LA PROVINCIA.”Un sì ufficiale e procederemo”
(di Stefania Miotto, Castelfranco, 16 novembre 2002, La Tribuna). «La nostra preoccupazione in merito all’Ipsss – precisa Luca Zaia – è che ci sia la disponibilità dell’area». L’amministrazione comunale dice già sì. «Ora aspetto la delibera del Consiglio castellano» fa sapere il presidente. Nella missiva inviata al sindaco Gomierato lo scorso 11 novembre, il presidente scriveva: «Rileviamo che esiste una decisiva opposizione da parte di numerosi suoi concittadini circa la costruzione del nuovo Istituto scolastico in via Verdi». Per questo ha sollecitato, entro 30 giorni, una indicazione «resa concreta da documenti ufficiali» per permettere alla Provincia di procedere «evitando contenziosi senza fine che scontenterebbero tutti». «Da parte nostra non c’è alcun interesse ad andare contro i castellani bensì di realizzare un progetto condiviso».

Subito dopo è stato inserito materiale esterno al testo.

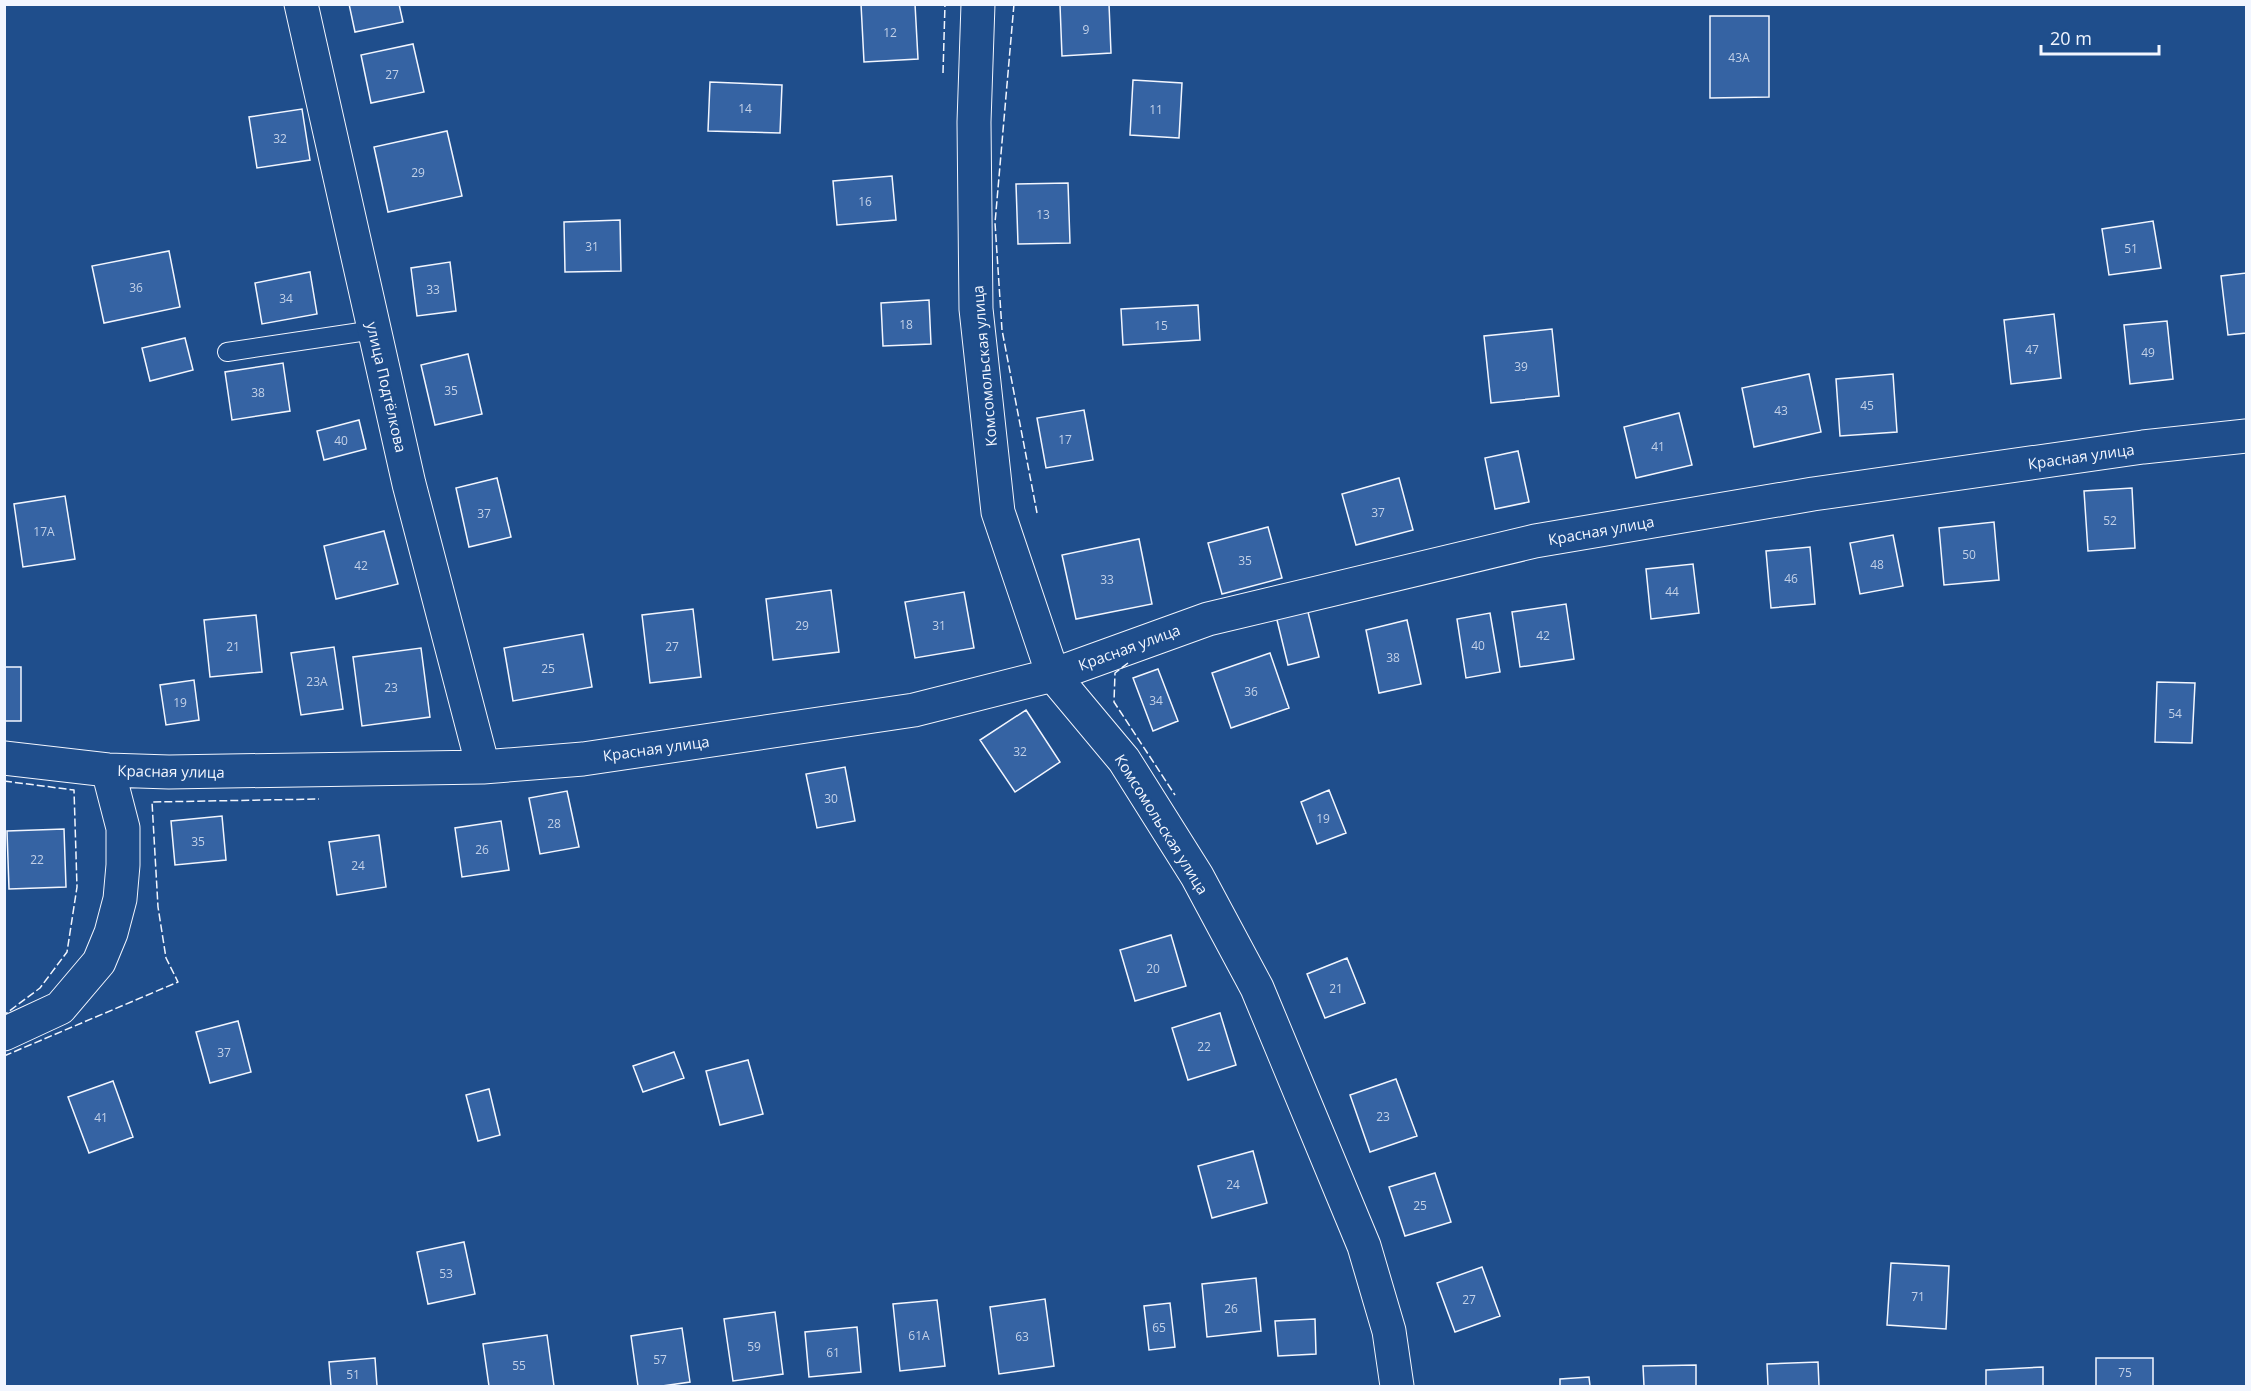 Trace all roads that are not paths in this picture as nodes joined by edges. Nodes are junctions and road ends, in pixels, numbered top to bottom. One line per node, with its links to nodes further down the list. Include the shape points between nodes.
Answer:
1 (301, 4): 3 (street, улица Подтёлкова)
2 (978, 4): 6 (street, Комсомольская улица, via 974,122 976,309 998,512)
3 (374, 330): 4 (lane); 8 (street, улица Подтёлкова, via 409,484)
4 (227, 352)
5 (2247, 436): 6 (street, Красная улица, via 1813,494 1535,541 1208,619)
6 (1053, 675): 8 (street, Красная улица, via 914,710 583,759); 11 (street, Комсомольская улица, via 1124,760 1197,876 1257,988 1364,1246 1389,1330)
7 (4, 758): 9 (street, Красная улица)
8 (483, 766): 9 (street, Красная улица)
9 (108, 770): 10 (street, via 123,828 120,898 111,933 99,962 60,1008)
10 (4, 1034)
11 (1397, 1386)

IL COMITATO “Nessuno tocchi il parco”
(di Stefania Miotto, Castelfranco, 16 novembre 2002, La Tribuna). Le 2000 firme per il parco urbano in via Verdi sono state raccolte anche per risolvere grossi problemi di viabilità. «Il borgo Treviso – osservano i rappresentanti del comitato spontaneo – è letteralmente soffocato dal traffico e per migliorare la situazione non bastano più provvedimenti tampone». La scelta di non edificare sui 30 mila metri quadrati di via Verdi è condivisa dall’Associazione di quartiere. A sollevarsi contro la decisione dell’amministrazione per primo un «gruppo di padri di famiglia per contrastare uno sviluppo urbano non sostenibile, nell’interesse di giovani e anziani». «Ci dispiace – conclude il comitato – che il sindaco veda la strumentalizzazione dove c’è un tentativo di dar voce a chi non ha occasione di esprimersi».
Terza parte
I CITTADINI DI CASTELFRANCO VENETO RIBADISCONO DI VOLER UN PARCO PUBBLICO. LA GIUNTA GOMIERATO IMBARAZZATA SI APPELLA ALLA BUONA VOLONTA’ DEL PRESIDENTE DELLA PROVINCIA.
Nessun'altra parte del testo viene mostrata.